Oltre tutto nel 2018 la giunta Di Stefano ha introdotto requisiti aggiuntivi per i soli cittadini stranieri interessati a partecipare ai bandi per gli alloggi di edilizia residenziale pubblica (Erp), rendendo necessaria la presentazione di un documento, rilasciato dal catasto del Paese d’origine, che attestasse il mancato possesso di proprietà immobiliari all’estero. In seguito a vari ricorsi il Tar ha inizialmente dato ragione al Comune, ma a marzo 2020 il Tribunale ha giudicato discriminatoria questa condotta, chiedendo di modificare il bando (sentenza confermata anche in Appello, a maggio 2020). Il commento di Di Stefano: «Non c’è nulla di più indegno che utilizzare le fragilità e i problemi delle persone per farsi una personale campagna elettorale», e che la sua amministrazione «ha sempre vigilato perché gli aiuti e i supporti venissero dati senza discrezionalità».

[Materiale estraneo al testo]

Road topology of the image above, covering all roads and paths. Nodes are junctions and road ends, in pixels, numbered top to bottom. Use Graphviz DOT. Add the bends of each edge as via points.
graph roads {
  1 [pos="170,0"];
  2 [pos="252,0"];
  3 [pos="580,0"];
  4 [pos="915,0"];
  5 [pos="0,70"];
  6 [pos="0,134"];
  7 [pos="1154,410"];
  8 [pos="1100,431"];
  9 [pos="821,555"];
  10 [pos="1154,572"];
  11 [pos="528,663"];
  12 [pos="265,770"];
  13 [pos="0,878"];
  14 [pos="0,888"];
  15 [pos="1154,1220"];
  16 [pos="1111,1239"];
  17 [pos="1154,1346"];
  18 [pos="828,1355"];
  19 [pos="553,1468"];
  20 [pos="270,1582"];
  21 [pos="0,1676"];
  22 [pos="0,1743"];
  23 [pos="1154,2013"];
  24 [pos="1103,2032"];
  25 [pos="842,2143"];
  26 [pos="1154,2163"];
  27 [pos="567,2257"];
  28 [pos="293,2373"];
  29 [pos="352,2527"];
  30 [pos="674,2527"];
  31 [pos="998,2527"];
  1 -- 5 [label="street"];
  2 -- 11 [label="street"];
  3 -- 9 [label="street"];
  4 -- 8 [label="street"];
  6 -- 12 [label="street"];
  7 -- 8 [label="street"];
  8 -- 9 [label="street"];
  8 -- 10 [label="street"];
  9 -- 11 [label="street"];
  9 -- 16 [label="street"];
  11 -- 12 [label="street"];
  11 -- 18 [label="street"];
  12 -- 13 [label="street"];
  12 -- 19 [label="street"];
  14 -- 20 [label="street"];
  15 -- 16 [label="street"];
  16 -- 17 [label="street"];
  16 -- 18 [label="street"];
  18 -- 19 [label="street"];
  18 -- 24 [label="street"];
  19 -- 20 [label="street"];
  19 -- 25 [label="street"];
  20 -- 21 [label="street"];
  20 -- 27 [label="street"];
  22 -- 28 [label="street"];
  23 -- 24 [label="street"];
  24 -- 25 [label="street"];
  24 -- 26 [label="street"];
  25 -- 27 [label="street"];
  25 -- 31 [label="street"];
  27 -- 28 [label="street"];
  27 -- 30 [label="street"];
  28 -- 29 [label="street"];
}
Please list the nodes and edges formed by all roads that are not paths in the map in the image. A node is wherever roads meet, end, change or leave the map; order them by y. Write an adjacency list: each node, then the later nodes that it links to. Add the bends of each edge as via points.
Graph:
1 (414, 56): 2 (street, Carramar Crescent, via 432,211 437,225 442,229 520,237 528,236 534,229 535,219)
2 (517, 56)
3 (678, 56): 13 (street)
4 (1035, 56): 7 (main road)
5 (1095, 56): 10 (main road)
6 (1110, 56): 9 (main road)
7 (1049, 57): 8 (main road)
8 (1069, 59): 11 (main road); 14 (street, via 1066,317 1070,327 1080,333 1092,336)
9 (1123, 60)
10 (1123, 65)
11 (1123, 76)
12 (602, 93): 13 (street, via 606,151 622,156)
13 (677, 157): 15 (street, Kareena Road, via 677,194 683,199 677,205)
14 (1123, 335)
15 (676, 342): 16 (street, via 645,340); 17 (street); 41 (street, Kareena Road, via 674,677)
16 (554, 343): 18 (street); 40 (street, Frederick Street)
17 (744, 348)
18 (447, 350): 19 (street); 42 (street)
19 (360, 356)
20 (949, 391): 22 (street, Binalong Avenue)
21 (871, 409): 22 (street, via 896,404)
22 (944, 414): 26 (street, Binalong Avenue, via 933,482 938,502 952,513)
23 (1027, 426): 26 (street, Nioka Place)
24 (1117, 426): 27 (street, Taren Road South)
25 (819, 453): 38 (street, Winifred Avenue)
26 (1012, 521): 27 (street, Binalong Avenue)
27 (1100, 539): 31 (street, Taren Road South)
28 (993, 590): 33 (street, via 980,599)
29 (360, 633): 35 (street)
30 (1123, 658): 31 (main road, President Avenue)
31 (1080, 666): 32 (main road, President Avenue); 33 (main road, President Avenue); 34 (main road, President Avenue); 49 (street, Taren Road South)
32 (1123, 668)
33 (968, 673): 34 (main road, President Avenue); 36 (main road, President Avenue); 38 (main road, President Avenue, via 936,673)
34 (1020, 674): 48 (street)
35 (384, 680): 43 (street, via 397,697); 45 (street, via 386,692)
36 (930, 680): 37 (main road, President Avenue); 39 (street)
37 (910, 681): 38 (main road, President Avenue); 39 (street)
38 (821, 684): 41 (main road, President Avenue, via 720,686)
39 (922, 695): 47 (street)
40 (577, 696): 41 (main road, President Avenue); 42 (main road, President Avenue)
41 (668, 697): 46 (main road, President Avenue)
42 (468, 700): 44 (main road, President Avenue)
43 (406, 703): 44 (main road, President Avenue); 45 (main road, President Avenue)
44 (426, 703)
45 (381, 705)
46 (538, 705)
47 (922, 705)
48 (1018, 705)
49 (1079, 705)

C’è anche un altro problema che che si trascina e riguarda una serie di famiglie in difficoltà a cui la giunta precedente aveva messo a disposizione appartamenti privati, affittati direttamente dal Comune, a fronte del pagamento di una piccola parte delle spese, circa cento euro. La nuova giunta ha ritenuto illegittima questa soluzione, e ha cercato di liberare gli appartamenti in modo anche da eliminare le spese a carico del Comune

Tra gli immobili interessati dal problema c’è anche il Residence Puccini, un complesso di 115 appartamenti non troppo lontano dal Centro culturale islamico, dalle ex aree Falck e dalla fermata della metropolitana di Sesto 1° Maggio FS. Qui la precedente giunta Chittò ha collocato in sublocazione sette famiglie, che negli ultimi cinque anni si sono trovate più volte a rischio sfratto. Alcune di queste erano, e sono tutt’ora, in situazioni difficili. «In un nucleo, il marito era stato condannato a 14 anni di carcere, mentre il figlio soffre di distrofia muscolare», ha raccontato Gianluigi Montalto, avvocato dell’Unione Inquilini che ha seguito molti di questi casi.

 
Nell’ultimo periodo a ridosso delle elezioni le cose sono migliorate!
A inizio 2022 il Comune ha aperto cinque bandi, dal valore complessivo di un milione di euro, per aiutare i cittadini in difficoltà a causa dell’emergenza abitativa, e a marzo la vicenda del Residence Puccini si è risolta con l’assegnazione alle sette famiglie coinvolte di case popolari gestite dalle Aziende lombarde per l’edilizia residenziale (Aler). 

Sul tema della casa, inoltre, la politica locale sestese si allaccia a quella nazionale. Claudio D’Amico (Lega), assessore, tra le altre cose, alle Politiche abitative, è noto per i suoi legami con la Russia, con il segretario del partito Matteo Salvini e con Gianluca Savoini, ed è stato coinvolto nell’affare “Moscopoli” del 2018.